____ Supplied material
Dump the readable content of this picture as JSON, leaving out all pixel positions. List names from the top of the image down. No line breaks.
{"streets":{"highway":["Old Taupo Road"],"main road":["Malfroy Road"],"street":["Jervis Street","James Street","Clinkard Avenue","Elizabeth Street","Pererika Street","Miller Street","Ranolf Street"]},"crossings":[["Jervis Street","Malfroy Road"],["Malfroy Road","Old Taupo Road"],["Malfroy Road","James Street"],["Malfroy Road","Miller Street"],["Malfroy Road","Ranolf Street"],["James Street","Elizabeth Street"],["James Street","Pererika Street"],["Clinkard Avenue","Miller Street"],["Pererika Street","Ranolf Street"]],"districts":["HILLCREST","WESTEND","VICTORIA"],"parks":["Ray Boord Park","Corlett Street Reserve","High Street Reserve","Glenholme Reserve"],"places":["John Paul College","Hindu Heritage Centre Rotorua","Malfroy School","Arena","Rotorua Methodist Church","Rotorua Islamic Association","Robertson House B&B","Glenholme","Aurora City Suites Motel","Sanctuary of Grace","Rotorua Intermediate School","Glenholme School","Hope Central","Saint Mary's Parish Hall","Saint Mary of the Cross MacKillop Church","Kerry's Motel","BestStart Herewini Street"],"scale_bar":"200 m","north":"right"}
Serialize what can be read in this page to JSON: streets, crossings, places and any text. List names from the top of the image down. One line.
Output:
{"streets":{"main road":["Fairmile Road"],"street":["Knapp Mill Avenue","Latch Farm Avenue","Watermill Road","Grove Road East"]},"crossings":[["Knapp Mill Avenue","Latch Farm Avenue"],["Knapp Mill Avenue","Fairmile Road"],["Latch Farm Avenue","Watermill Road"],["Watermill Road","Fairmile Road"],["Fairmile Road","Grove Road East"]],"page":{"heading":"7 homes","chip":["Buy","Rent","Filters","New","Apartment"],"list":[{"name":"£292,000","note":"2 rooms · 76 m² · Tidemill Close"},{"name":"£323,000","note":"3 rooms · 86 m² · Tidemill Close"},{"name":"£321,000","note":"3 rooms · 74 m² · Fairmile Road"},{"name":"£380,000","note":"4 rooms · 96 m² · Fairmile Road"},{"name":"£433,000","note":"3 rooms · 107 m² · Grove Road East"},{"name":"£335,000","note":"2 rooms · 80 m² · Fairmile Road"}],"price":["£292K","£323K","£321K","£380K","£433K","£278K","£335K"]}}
________
Copy the records. Each line should match exactly.

§ **Completed task**:
Dump the readable content of this picture as JSON, leaving out all pixel positions. List names from the top of the image down. No line breaks.
{"streets":{"highway":["Old Taupo Road"],"main road":["Malfroy Road"],"street":["Jervis Street","James Street","Clinkard Avenue","Elizabeth Street","Pererika Street","Miller Street","Ranolf Street"]},"crossings":[["Jervis Street","Malfroy Road"],["Malfroy Road","Old Taupo Road"],["Malfroy Road","James Street"],["Malfroy Road","Miller Street"],["Malfroy Road","Ranolf Street"],["James Street","Elizabeth Street"],["James Street","Pererika Street"],["Clinkard Avenue","Miller Street"],["Pererika Street","Ranolf Street"]],"districts":["HILLCREST","WESTEND","VICTORIA"],"parks":["Ray Boord Park","Corlett Street Reserve","High Street Reserve","Glenholme Reserve"],"places":["John Paul College","Hindu Heritage Centre Rotorua","Malfroy School","Arena","Rotorua Methodist Church","Rotorua Islamic Association","Robertson House B&B","Glenholme","Aurora City Suites Motel","Sanctuary of Grace","Rotorua Intermediate School","Glenholme School","Hope Central","Saint Mary's Parish Hall","Saint Mary of the Cross MacKillop Church","Kerry's Motel","BestStart Herewini Street"],"scale_bar":"200 m","north":"right"}
Serialize what can be read in this page to JSON: streets, crossings, places and any text. List names from the top of the image down. One line.
Output:
{"streets":{"main road":["Fairmile Road"],"street":["Knapp Mill Avenue","Latch Farm Avenue","Watermill Road","Grove Road East"]},"crossings":[["Knapp Mill Avenue","Latch Farm Avenue"],["Knapp Mill Avenue","Fairmile Road"],["Latch Farm Avenue","Watermill Road"],["Watermill Road","Fairmile Road"],["Fairmile Road","Grove Road East"]],"page":{"heading":"7 homes","chip":["Buy","Rent","Filters","New","Apartment"],"list":[{"name":"£292,000","note":"2 rooms · 76 m² · Tidemill Close"},{"name":"£323,000","note":"3 rooms · 86 m² · Tidemill Close"},{"name":"£321,000","note":"3 rooms · 74 m² · Fairmile Road"},{"name":"£380,000","note":"4 rooms · 96 m² · Fairmile Road"},{"name":"£433,000","note":"3 rooms · 107 m² · Grove Road East"},{"name":"£335,000","note":"2 rooms · 80 m² · Fairmile Road"}],"price":["£292K","£323K","£321K","£380K","£433K","£278K","£335K"]}}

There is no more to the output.